Some non-pharmacological physical methods such as ultrasound and interferential current treatments, may increase slow wave sleep and decrease the percentage of N1 sleep stage [56], reduce the periods of unrefreshing sleep, fatigue, pain and the number of tender points. Transcranial direct current stimulation of the primary motor cortex may decrease arousals, thus reducing pain and increasing sleep quality and efficiency [57].
U.S. Food and Drug Administration and the European Medicines Agency approved three medications for FM: pregabalin, duloxetine and milnacipram. It is demonstrated that all these medications can positively influence sleep [58-62]. Duloxetine and milnacipram delay the onset and reduce the duration of REM sleep, improving sleep continuity and quality [63]. Pregabalin has beneficial effects on pain, fatigue and quality of sleep [58]. Sleep improvement could be direct or due to the reduction in pain or both [59,62,64].
FM patients are often treated with drugs that are not formally approved for this indication, and some of these may also improve FM related sleep disturbances.

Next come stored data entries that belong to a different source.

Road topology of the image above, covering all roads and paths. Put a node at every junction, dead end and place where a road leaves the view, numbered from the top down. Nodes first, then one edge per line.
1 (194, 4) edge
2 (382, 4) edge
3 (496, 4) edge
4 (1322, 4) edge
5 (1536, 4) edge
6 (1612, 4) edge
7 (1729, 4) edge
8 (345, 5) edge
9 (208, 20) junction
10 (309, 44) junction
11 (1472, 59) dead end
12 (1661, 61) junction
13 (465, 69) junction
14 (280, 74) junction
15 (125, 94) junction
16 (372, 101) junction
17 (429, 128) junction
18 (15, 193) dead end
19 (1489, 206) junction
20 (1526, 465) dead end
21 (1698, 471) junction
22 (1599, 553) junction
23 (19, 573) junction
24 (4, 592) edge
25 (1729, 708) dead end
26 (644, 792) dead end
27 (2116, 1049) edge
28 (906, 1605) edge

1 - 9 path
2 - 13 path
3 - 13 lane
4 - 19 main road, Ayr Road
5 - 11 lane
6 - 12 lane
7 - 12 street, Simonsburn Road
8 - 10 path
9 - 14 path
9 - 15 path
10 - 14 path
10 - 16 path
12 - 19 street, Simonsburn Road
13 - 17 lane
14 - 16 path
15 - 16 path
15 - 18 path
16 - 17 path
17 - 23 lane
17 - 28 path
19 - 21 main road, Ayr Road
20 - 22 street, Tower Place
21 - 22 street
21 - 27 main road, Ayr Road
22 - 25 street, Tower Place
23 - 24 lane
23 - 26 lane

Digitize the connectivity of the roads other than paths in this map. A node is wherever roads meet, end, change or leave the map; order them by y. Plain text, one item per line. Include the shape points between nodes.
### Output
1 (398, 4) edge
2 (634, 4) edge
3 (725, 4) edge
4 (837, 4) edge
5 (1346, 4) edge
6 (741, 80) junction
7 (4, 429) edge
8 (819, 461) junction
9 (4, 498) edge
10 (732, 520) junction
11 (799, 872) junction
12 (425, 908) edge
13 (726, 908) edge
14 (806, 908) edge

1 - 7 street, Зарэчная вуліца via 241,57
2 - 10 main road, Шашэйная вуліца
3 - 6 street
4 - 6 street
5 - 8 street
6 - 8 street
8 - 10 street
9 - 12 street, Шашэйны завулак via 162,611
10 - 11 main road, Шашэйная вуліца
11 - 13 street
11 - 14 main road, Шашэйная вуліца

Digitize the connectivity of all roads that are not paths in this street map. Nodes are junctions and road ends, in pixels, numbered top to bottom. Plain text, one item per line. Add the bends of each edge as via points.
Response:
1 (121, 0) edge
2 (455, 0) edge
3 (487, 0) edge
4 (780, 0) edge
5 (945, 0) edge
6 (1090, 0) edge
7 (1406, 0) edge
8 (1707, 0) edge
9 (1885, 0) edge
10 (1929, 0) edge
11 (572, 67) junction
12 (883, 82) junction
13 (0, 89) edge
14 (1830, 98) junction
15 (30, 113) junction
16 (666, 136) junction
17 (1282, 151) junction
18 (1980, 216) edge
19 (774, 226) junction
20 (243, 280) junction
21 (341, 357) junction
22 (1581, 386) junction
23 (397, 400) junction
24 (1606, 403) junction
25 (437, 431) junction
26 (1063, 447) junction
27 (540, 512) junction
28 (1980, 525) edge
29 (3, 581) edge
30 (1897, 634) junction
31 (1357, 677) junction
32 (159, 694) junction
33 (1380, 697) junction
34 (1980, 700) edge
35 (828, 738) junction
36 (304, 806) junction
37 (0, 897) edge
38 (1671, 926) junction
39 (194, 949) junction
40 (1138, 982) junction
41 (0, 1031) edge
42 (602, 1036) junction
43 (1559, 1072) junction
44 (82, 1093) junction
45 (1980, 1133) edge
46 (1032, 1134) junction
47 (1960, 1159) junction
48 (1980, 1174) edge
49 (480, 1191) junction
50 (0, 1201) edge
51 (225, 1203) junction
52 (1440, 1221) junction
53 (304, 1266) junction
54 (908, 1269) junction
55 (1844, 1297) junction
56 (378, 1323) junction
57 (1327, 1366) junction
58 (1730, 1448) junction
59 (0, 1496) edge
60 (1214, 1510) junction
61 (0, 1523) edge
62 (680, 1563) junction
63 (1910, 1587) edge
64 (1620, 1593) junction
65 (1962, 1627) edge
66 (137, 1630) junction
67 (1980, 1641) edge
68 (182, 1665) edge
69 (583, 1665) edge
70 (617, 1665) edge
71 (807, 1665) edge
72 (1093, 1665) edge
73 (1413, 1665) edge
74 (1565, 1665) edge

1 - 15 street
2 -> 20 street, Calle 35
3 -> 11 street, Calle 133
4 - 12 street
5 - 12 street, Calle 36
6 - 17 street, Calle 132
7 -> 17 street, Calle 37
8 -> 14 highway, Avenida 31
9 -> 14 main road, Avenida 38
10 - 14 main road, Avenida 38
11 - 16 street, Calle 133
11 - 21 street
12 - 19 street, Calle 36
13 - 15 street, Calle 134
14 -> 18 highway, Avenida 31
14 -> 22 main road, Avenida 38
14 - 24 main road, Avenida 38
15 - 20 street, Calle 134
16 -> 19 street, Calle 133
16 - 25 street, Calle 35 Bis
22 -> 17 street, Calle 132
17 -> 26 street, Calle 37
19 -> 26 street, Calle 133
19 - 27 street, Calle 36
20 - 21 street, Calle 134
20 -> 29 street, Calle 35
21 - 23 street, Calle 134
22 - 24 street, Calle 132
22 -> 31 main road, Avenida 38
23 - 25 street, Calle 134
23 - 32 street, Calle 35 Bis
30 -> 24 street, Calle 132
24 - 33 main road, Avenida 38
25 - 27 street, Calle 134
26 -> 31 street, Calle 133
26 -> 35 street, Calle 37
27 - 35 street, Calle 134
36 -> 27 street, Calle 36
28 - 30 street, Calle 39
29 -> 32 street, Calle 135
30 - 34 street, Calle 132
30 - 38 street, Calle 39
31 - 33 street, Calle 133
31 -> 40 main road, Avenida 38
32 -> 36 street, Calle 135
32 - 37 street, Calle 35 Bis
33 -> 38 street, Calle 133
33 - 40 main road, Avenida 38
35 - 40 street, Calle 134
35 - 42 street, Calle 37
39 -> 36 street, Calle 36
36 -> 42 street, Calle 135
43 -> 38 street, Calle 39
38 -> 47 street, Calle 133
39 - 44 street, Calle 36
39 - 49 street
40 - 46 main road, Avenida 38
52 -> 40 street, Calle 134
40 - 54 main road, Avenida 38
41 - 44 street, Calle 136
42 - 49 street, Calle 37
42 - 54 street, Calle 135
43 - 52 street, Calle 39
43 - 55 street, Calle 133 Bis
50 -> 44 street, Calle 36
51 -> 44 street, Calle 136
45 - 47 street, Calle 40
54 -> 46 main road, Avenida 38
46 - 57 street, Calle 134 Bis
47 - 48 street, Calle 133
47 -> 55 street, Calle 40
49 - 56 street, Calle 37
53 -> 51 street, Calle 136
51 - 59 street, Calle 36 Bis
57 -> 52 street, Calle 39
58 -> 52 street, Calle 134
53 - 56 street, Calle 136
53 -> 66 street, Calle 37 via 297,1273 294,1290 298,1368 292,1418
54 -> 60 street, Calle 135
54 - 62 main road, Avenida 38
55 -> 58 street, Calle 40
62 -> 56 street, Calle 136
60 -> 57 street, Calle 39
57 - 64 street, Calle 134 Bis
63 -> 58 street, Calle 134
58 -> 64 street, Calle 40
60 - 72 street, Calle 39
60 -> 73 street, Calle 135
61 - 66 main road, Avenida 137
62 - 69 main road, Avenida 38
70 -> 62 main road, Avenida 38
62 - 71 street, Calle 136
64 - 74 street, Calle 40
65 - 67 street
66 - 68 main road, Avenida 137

These include tricyclic antidepressants, other antidepressants and anticonvulsants.
Neither cyclobenzaprine nor amitryptiline seem to alter alpha non REM sleep. A small scale study of cyclobenzaprine found a beneficial effect on pain and no occurrence of EEG alpha sleep disorders; furthermore 10–50 mg decreased evening fatigue and increased total sleep time [60].
Amitriptyline treatment showed that a small proportion of FM patients was affected by alpha non REM sleep anomaly, although the effect was not statistically significant. Clinical experience showed that traditional sedatives and hypnotic benzodiazepine do not lead to any specific benefit [65,66].
Sodium Oxybate is a sleep promoting drug that may have beneficial effects on sleep physiology, restorative sleep, pain and fatigue. It is a metabolite of the inhibitor neurotransmitter gamma-aminobutyne acid, and its highest concentration is found in the hypothalamus and basal ganglia.
In FM patients it promotes the normalization of non REM sleep and increases slow wave sleep, thus improving the quality of sleep [67]
Conclusion
In 2010 the American College of Rheumatology in Preliminary Diagnostic Criteria for Fibromyalgia and Measurement of Symptom Severity [68] included patient-reported measure of unrefreshing sleep (assessed by means of visual analogue scales) to support a diagnosis of FM. Since managing sleep disorders could reduce FM symptoms, it seems reasonable to include an evaluation of sleep problems in the examination of FM patients [64,69]. Other disorders that may influence sleep should be ruled out (sleep apnoea syndrome, periodic limb movement), as well as any other medical condition that may be associated with sleep disorders (diabetes, thyroid disorders, hypertension). The principles underlying the evaluation of sleep and sleep disorders are described in detail elsewhere [70]. Correcting sleep disorders could reduce the symptoms severity and improve quality of life in FM patients.
There is still a lack of studies involving the routine PSG testing for FM patients [71], but PSG should be used if a detailed sleep history and related examination suggest an underlying primary sleep abnormality.